Entries taken from a collection

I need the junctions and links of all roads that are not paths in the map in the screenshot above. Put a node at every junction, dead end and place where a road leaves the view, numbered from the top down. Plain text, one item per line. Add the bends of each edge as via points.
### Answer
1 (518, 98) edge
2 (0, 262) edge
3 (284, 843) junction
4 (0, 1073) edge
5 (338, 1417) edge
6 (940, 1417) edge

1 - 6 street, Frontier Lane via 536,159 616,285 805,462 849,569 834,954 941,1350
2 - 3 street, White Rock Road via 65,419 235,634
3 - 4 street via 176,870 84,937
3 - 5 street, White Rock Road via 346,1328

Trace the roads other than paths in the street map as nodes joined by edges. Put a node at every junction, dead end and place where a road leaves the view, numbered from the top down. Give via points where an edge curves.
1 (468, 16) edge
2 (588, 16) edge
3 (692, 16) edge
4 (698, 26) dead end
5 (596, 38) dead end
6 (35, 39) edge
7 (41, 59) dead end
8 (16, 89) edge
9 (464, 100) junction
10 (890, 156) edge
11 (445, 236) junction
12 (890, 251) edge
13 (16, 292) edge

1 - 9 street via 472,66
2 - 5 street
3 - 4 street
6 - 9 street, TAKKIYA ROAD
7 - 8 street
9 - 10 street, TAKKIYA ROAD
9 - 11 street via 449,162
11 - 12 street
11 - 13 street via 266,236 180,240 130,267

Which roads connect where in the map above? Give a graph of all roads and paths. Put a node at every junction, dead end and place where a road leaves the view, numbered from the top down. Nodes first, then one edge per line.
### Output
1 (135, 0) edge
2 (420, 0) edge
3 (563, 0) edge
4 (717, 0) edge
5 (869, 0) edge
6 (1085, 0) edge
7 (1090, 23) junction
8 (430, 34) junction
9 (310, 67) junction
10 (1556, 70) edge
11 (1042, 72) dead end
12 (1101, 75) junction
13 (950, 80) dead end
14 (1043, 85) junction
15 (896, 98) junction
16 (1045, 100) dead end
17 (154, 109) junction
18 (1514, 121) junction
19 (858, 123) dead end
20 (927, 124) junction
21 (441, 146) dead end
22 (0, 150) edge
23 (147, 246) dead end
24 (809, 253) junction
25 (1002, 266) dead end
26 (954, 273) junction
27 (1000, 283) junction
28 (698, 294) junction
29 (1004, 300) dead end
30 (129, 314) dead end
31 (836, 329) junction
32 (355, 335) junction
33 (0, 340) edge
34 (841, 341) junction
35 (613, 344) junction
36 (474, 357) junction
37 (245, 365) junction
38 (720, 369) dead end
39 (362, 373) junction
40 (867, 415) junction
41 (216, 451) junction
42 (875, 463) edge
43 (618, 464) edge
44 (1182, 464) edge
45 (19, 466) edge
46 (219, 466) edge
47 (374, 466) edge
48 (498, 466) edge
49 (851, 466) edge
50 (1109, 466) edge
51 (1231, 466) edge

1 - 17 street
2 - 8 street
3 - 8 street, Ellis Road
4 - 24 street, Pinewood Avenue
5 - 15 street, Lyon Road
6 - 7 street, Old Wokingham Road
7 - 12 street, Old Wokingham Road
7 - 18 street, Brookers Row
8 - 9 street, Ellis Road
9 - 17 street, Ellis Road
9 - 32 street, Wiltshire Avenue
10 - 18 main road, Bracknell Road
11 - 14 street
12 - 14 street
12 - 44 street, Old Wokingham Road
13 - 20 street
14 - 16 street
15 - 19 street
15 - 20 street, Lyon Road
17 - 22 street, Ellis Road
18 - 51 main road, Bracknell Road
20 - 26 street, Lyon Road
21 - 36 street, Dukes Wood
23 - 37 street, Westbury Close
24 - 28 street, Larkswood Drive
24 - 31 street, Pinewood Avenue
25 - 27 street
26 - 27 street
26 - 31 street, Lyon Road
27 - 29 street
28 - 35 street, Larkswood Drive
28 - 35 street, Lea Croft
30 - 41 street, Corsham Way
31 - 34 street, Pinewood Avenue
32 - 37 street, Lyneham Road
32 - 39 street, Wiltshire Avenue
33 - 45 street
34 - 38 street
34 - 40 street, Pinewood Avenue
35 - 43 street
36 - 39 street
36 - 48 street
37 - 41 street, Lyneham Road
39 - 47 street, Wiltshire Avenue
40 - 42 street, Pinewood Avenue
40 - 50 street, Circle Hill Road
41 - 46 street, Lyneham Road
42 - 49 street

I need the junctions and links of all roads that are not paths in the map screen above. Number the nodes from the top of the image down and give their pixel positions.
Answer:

* _ABOUT THIS EXERCISE_: Report how many lines in the data include the word "that". Nothing else is needed.

* _RESPONSE AREA_: 2